## ASSIGNED TASK
Pull every line with "Taşkın" from the material.

## RECORDS PROVIDED
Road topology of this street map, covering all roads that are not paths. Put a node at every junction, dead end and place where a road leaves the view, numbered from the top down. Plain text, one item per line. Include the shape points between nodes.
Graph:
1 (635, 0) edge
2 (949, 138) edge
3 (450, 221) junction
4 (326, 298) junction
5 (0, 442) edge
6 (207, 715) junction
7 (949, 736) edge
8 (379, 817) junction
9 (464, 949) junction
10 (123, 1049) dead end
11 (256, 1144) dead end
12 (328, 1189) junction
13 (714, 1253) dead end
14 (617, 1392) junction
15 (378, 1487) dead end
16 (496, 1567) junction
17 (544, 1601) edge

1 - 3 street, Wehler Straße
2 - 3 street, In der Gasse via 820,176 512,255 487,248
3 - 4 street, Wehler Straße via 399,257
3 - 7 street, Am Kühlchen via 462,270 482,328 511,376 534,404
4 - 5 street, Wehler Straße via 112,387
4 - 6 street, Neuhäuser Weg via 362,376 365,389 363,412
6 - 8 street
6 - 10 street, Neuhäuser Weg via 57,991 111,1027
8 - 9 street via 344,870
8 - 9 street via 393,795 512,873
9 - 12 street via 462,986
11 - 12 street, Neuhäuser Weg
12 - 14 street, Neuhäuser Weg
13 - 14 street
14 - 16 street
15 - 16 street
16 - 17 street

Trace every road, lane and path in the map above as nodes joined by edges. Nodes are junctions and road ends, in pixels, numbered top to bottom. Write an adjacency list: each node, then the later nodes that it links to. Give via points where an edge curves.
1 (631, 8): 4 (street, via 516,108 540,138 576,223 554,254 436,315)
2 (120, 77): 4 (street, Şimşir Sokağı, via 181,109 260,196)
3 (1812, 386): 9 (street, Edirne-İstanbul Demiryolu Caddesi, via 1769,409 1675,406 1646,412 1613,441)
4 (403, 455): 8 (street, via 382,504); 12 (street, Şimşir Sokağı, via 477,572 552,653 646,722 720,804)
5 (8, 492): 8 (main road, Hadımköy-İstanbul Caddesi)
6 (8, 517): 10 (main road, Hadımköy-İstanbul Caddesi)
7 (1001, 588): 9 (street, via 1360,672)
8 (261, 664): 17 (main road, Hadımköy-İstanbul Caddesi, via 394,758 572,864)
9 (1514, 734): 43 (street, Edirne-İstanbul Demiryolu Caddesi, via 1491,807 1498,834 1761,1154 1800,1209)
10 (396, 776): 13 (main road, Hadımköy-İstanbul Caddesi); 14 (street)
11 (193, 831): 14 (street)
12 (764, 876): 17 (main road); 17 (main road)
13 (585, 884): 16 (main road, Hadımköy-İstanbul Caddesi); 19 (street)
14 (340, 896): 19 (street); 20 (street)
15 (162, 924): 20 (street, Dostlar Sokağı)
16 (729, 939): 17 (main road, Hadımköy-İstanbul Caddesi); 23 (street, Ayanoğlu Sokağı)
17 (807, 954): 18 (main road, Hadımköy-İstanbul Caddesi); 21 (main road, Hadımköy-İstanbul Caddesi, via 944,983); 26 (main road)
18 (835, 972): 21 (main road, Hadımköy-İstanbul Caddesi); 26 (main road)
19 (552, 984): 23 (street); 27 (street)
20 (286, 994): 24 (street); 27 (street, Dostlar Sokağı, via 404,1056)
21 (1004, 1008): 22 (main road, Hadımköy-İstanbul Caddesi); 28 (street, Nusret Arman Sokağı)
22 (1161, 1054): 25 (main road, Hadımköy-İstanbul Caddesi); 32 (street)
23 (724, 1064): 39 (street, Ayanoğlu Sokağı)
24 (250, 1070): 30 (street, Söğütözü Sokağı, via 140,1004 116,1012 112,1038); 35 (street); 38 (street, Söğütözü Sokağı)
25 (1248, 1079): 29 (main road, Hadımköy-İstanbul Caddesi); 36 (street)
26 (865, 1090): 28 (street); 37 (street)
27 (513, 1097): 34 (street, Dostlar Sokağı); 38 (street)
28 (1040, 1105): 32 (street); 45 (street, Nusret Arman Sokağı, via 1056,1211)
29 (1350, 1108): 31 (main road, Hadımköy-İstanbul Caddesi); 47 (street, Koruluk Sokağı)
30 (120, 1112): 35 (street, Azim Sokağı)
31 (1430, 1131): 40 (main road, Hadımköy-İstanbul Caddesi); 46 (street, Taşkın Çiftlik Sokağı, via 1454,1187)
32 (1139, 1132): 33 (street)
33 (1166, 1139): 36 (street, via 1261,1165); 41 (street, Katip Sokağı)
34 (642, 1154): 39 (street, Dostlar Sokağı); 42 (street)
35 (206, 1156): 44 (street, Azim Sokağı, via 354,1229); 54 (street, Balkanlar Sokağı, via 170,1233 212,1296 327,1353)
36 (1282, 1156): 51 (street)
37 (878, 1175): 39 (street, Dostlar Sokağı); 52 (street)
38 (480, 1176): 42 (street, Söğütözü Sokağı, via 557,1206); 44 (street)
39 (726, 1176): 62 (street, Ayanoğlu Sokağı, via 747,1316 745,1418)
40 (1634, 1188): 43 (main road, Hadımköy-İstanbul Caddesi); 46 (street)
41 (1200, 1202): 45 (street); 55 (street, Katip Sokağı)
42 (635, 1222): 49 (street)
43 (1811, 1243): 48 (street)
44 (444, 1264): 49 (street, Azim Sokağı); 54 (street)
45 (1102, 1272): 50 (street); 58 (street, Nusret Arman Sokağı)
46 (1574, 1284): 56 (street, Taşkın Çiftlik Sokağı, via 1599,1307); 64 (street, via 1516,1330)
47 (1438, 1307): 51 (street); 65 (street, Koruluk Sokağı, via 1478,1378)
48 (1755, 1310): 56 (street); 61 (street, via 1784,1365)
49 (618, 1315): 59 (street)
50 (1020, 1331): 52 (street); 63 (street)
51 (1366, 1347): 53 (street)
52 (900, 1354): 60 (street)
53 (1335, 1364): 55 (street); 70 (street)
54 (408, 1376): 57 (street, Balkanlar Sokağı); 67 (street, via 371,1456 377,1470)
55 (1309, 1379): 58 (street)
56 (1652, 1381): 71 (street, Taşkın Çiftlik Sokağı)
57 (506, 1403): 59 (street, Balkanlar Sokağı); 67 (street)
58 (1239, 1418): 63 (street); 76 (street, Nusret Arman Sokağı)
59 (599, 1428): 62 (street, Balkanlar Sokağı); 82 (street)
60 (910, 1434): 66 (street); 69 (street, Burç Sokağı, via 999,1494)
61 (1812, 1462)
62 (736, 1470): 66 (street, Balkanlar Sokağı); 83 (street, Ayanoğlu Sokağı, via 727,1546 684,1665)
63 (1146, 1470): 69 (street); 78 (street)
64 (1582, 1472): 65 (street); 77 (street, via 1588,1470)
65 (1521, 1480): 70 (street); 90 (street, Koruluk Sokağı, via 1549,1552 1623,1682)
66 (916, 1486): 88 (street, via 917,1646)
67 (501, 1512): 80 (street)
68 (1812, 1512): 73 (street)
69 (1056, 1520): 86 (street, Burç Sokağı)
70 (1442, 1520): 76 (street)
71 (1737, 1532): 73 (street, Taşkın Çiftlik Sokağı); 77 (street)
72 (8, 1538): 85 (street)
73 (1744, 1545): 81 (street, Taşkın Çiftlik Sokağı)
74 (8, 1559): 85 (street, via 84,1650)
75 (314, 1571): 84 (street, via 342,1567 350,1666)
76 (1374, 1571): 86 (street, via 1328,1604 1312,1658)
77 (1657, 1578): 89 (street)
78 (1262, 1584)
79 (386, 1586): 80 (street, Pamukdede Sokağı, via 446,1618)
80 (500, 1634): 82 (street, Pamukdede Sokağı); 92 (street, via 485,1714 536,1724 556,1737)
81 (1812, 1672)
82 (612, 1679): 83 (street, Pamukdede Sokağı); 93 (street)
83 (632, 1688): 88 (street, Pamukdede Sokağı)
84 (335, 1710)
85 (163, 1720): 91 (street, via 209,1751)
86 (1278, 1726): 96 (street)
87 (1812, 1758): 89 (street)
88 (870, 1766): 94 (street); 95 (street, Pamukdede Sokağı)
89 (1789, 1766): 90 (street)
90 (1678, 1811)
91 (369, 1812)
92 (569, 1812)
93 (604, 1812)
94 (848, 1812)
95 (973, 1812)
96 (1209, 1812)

## TASK ANSWER
31 (1430, 1131): 40 (main road, Hadımköy-İstanbul Caddesi); 46 (street, Taşkın Çiftlik Sokağı, via 1454,1187)
46 (1574, 1284): 56 (street, Taşkın Çiftlik Sokağı, via 1599,1307); 64 (street, via 1516,1330)
56 (1652, 1381): 71 (street, Taşkın Çiftlik Sokağı)
71 (1737, 1532): 73 (street, Taşkın Çiftlik Sokağı); 77 (street)
73 (1744, 1545): 81 (street, Taşkın Çiftlik Sokağı)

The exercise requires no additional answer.